Kenapa saya memberi judul Semarang dan Sahabat Baik? Pertama karena liputan-liputan ini sekitar 90-an persen terjadi di Semarang. Kedua, Semarang bagi saya sudah serupa sahabat baik. Saya tak tahu pasti kapan jatuh cinta dengan kota ini, tapi saya menikmati hidup di sini dengan semua kompleksitas, masalah, dan keindahannya. Ketiga, saya menemukan banyak sahabat-sahabat baik yang berperan besar dalam proses pendewasaan mental dan pribadi saya. Sahabat-sahabat yang dengan sabar memberi saya masukan, membimbing ketidaktahuan, dan mengajari saya segala keterampilan penulisan berita, foto, wacana, serta hal-hal baru lainnya. Inibaru.id mengajarkan saya semua ini dengan kapasitas dan karakternya sendiri.

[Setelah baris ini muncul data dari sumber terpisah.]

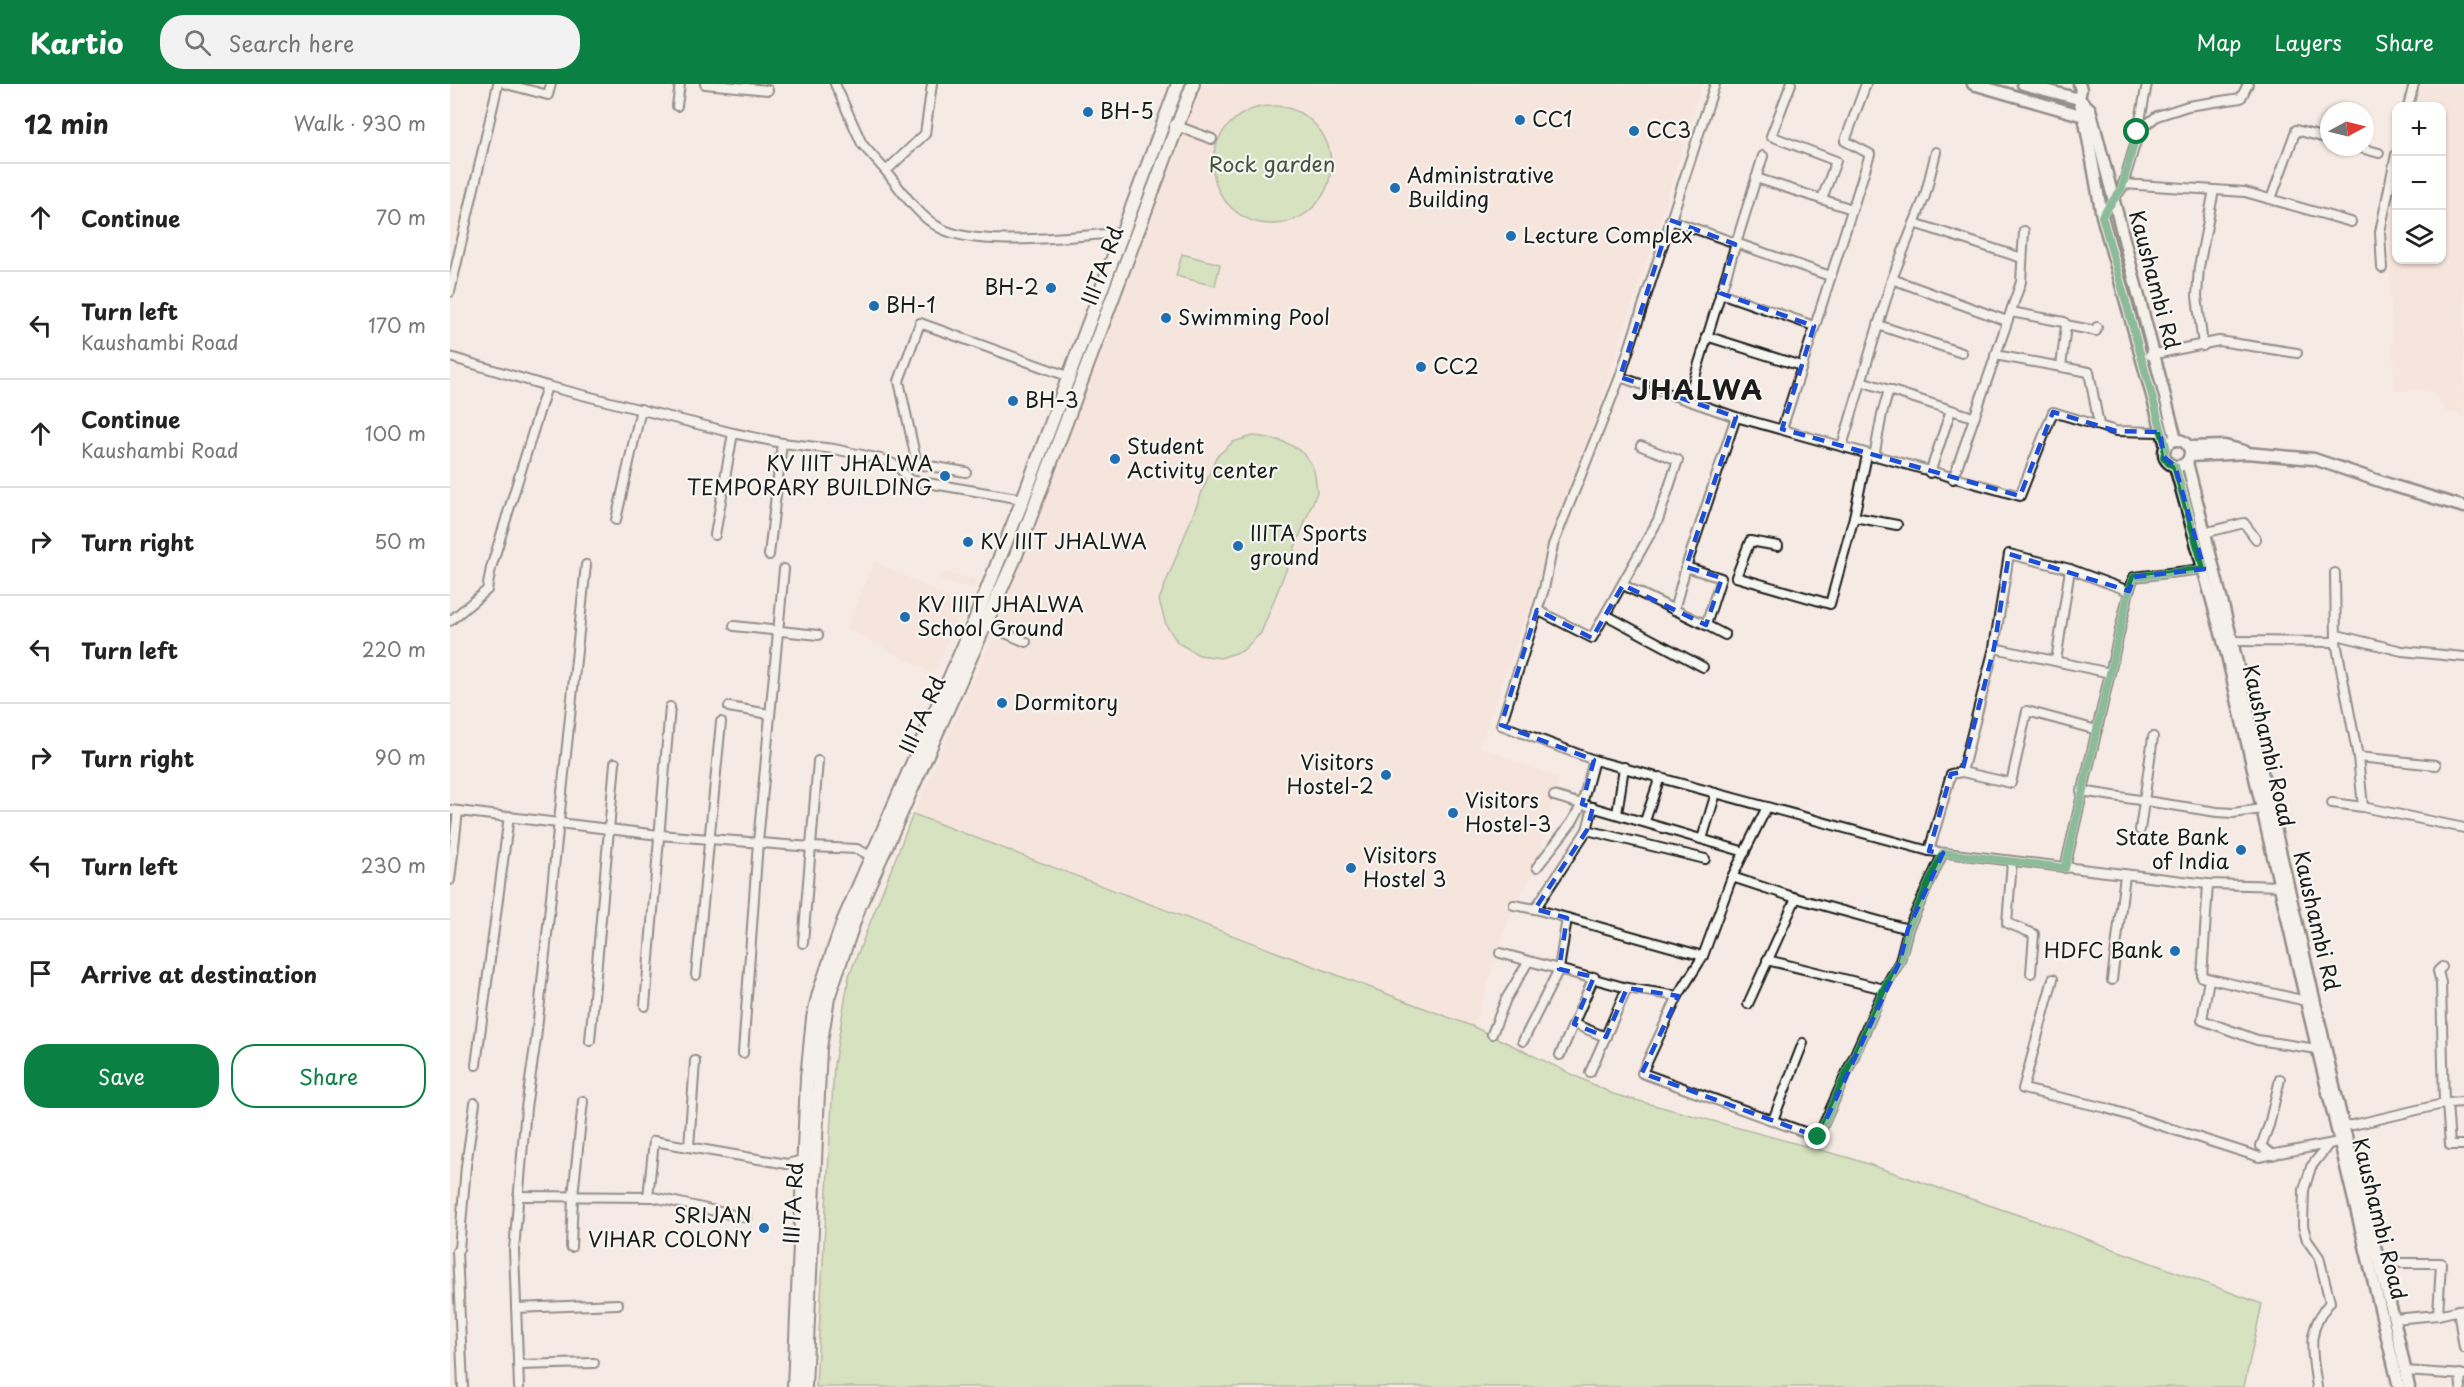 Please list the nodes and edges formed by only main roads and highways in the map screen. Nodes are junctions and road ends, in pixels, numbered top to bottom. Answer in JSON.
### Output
{"nodes":[{"id":1,"x":1178,"y":84,"type":"edge"},
{"id":2,"x":1193,"y":84,"type":"edge"},
{"id":3,"x":1973,"y":84,"type":"edge"},
{"id":4,"x":2023,"y":84,"type":"edge"},
{"id":5,"x":2079,"y":84,"type":"edge"},
{"id":6,"x":2079,"y":99,"type":"junction"},
{"id":7,"x":2084,"y":116,"type":"junction"},
{"id":8,"x":1121,"y":235,"type":"junction"},
{"id":9,"x":1133,"y":243,"type":"junction"},
{"id":10,"x":1076,"y":379,"type":"junction"},
{"id":11,"x":2176,"y":440,"type":"junction"},
{"id":12,"x":2166,"y":446,"type":"junction"},
{"id":13,"x":2189,"y":455,"type":"junction"},
{"id":14,"x":2175,"y":466,"type":"junction"},
{"id":15,"x":1023,"y":499,"type":"junction"},
{"id":16,"x":1035,"y":504,"type":"junction"},
{"id":17,"x":2464,"y":507,"type":"edge"},
{"id":18,"x":980,"y":622,"type":"junction"},
{"id":19,"x":2283,"y":886,"type":"junction"},
{"id":20,"x":855,"y":905,"type":"junction"},
{"id":21,"x":794,"y":1387,"type":"edge"},
{"id":22,"x":805,"y":1387,"type":"edge"},
{"id":23,"x":2399,"y":1387,"type":"edge"},
{"id":24,"x":2409,"y":1387,"type":"edge"}],
"edges":[{"from":1,"to":8,"type":"main road","name":"IIITA Rd"},
{"from":2,"to":9,"type":"main road","name":"IIITA Rd"},
{"from":3,"to":7,"type":"main road"},
{"from":4,"to":6,"type":"main road"},
{"from":5,"to":6,"type":"main road"},
{"from":6,"to":7,"type":"main road"},
{"from":6,"to":11,"type":"main road","name":"Kaushambi Rd"},
{"from":7,"to":12,"type":"main road"},
{"from":8,"to":9,"type":"main road"},
{"from":8,"to":10,"type":"main road","name":"IIITA Rd"},
{"from":9,"to":10,"type":"main road","name":"IIITA Rd"},
{"from":10,"to":15,"type":"main road","name":"IIITA Rd"},
{"from":10,"to":16,"type":"main road","name":"IIITA Rd"},
{"from":11,"to":12,"type":"main road"},
{"from":11,"to":13,"type":"main road"},
{"from":12,"to":14,"type":"main road"},
{"from":13,"to":14,"type":"main road"},
{"from":13,"to":17,"type":"main road"},
{"from":13,"to":19,"type":"main road","name":"Kaushambi Rd"},
{"from":14,"to":19,"type":"main road","name":"Kaushambi Road"},
{"from":15,"to":16,"type":"main road"},
{"from":15,"to":18,"type":"main road","name":"IIITA Rd"},
{"from":16,"to":18,"type":"main road","name":"IIITA Rd"},
{"from":18,"to":20,"type":"main road","name":"IIITA Rd"},
{"from":18,"to":20,"type":"main road","name":"IIITA Rd"},
{"from":19,"to":23,"type":"main road","name":"Kaushambi Road"},
{"from":19,"to":24,"type":"main road","name":"Kaushambi Rd"},
{"from":20,"to":21,"type":"main road","name":"IIITA Rd"},
{"from":20,"to":22,"type":"main road","name":"IIITA Rd"}]}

Untuk itu, saya ingin berterima kasih sebesar-besarnya kepada: Mbak Ike Purwaningsih, Mas Galih P. Laksana, Mbak Siti Zumrokhatun, Mas Arie Subagio, Mbak Ida Fitriyah, Mas Triawandha Tirta Aditya, Zulfa Anisah, Audrian Firhanusa, Icha, Mbak Dwi Nastiti Muliasari, Dyana Ulfach, Gregorius Manurung, Sitha Afril, Krisna Putra, Afu, Marwa Wulan, Mas Saiful Anam, Inadha Rahma Nidya, Mbak Issahani, dan lain-lain. Juga terima kasih untuk Ika Artika Sari yang mengantar saya hingga ke Semarang. Juga saya mengucapkan terima kasih untuk semua narasumber yang tak bisa saya sebutkan satu per satu.
Saya menyadari karya-karya dalam buku ini masih banyak kekurangan, kealfaan, dan harus diperbaiki sana-sini. Masukan dan komentar saya terima dengan sangat terbuka ke media sosial atau e-mail: isma.swastiningrum@gmail.com. Saya berharap liputan-liputan dalam buku ini dapat memberi sumbangan khazanah pengetahuan akan Semarang pada umumnya. Terima kasih.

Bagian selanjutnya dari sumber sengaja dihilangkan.